RASHAAD NEWSOME
Curated by Luigi Fassi
Since 2006, Newsome has been investigating the gestural language of African-American women, whose expressive spontaneity turns the body into a vehicle for feelings and emotions. Working to overturn the common stigmatization of such language as a ghetto phenomenon and sign of the social decay produced by low literacy and marginalization, Newsome has taken an anthropological approach, trying to show the cultural dignity of African-American gestural mannerisms. Who does this language really belong to? How has it developed over time, and what are its geographic boundaries? These questions have opened the artist’s theoretical horizons of research and turned it into a complex investigation of issues of belonging and cultural diversity.
The first personal show of the American artist within a European institution is focused on the presentation of the performance Shade Compositions. The expressiveness of the African-American women presented in its spontaneous form by Shade Compositions becomes a linguistic symphony, a choral work based on connective rhythm which unifies and transcends the singularity of individual gestures with an energy that resembles the fluidity of song.
As a result of a research process developed by the artist since 2006 in Paris with several African-French women, Newsome has shown in New York in 2009 the most current and complex version of Shade Compositions. Staged as a collaboration with over twenty African-American women, the performance shows the natural character of their gestures and vocalizations inside a musical score arranged by the artist. Organized into five intercut sections, the performance resembles a composition for classical orchestra. Its expressive coherence is given by the fluidity of the linguistic and gestural patterns performed by the young female participants, such as finger snapping, lip smacking, huffing and puffing, head swiveling, and sassy vocalizations.
As well as the video of the New York performance, which has become an autonomous work, the shows presents Shade Compositions (Screen Tests 1-2), two video works which present part of the casting by the artist, with a great number of young women, in order to study their expressive language. Articulated as exercises, attempts and repetitions, the Screen Tests constitute a rich video archive accumulated by Newsome over several years of research in Europe and the United States.

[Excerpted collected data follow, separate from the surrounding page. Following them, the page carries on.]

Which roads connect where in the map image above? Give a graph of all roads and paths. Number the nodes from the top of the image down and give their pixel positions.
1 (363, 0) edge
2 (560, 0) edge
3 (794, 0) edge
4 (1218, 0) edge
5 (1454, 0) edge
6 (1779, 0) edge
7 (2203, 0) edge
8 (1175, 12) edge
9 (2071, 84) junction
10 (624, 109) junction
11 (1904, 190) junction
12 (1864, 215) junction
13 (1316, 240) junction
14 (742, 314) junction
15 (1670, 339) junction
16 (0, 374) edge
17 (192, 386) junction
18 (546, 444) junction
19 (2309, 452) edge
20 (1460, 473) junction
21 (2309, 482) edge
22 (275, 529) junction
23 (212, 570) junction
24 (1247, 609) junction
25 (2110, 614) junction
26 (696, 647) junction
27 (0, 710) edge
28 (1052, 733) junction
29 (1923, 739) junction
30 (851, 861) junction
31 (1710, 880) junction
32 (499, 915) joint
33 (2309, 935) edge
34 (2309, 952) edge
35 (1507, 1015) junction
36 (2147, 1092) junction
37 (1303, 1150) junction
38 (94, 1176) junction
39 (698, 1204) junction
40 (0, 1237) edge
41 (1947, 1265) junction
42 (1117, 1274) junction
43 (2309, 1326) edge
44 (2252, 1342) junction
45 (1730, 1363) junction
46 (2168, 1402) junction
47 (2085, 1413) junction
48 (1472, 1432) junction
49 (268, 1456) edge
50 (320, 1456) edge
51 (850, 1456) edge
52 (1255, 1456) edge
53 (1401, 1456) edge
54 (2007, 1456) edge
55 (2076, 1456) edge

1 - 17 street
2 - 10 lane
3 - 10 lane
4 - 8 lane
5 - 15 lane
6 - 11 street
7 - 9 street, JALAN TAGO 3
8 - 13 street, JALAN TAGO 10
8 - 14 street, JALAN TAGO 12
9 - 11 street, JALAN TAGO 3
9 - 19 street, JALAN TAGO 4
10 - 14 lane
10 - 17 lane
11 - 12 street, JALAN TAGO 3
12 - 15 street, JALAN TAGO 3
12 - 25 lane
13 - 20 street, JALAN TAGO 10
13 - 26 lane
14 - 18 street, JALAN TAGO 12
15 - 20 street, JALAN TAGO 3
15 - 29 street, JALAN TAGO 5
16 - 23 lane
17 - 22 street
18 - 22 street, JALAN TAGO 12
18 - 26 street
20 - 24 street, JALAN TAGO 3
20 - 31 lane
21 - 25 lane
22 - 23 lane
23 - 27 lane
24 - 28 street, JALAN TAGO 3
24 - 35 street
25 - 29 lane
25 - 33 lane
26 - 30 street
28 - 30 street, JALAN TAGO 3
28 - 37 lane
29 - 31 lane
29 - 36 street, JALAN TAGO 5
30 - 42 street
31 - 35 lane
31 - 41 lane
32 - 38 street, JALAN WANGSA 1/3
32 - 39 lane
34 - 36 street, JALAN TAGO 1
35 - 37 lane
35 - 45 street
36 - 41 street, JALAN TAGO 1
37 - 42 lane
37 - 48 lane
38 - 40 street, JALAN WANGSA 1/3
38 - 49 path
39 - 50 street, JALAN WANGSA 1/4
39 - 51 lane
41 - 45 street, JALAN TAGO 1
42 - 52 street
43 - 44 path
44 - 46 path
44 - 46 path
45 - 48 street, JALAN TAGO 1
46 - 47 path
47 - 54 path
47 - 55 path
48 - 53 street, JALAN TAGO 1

Newsome’s most recent project, Five (2010), also investigates a marginalized linguistic form found in the African-American culture of expression. This is Voguing, a dance style that emerged in the Seventies and Eighties in gay and lesbian dance clubs. Vogue dance is a type of street dance: free and creative, yet at the same time complex and sophisticated, it is closely tied to other forms of modern dance. As in Shade Compositions, Newsome is interested in exploring the evolution and cultural significance of the communicative model of Voguing. Five is also a multimedia live performance structured around the five primary movements used in vogue, composed of the rotations and fluctuations performed by the dancers.
Untitled (2008) and Untitled (New Way) 2009 show Newsome’s intention to repurpose the seminal aesthetics of original Voguing, as it is preserved in traditions of African-American street life, between free improvisation and the fluidity of expressive gestures.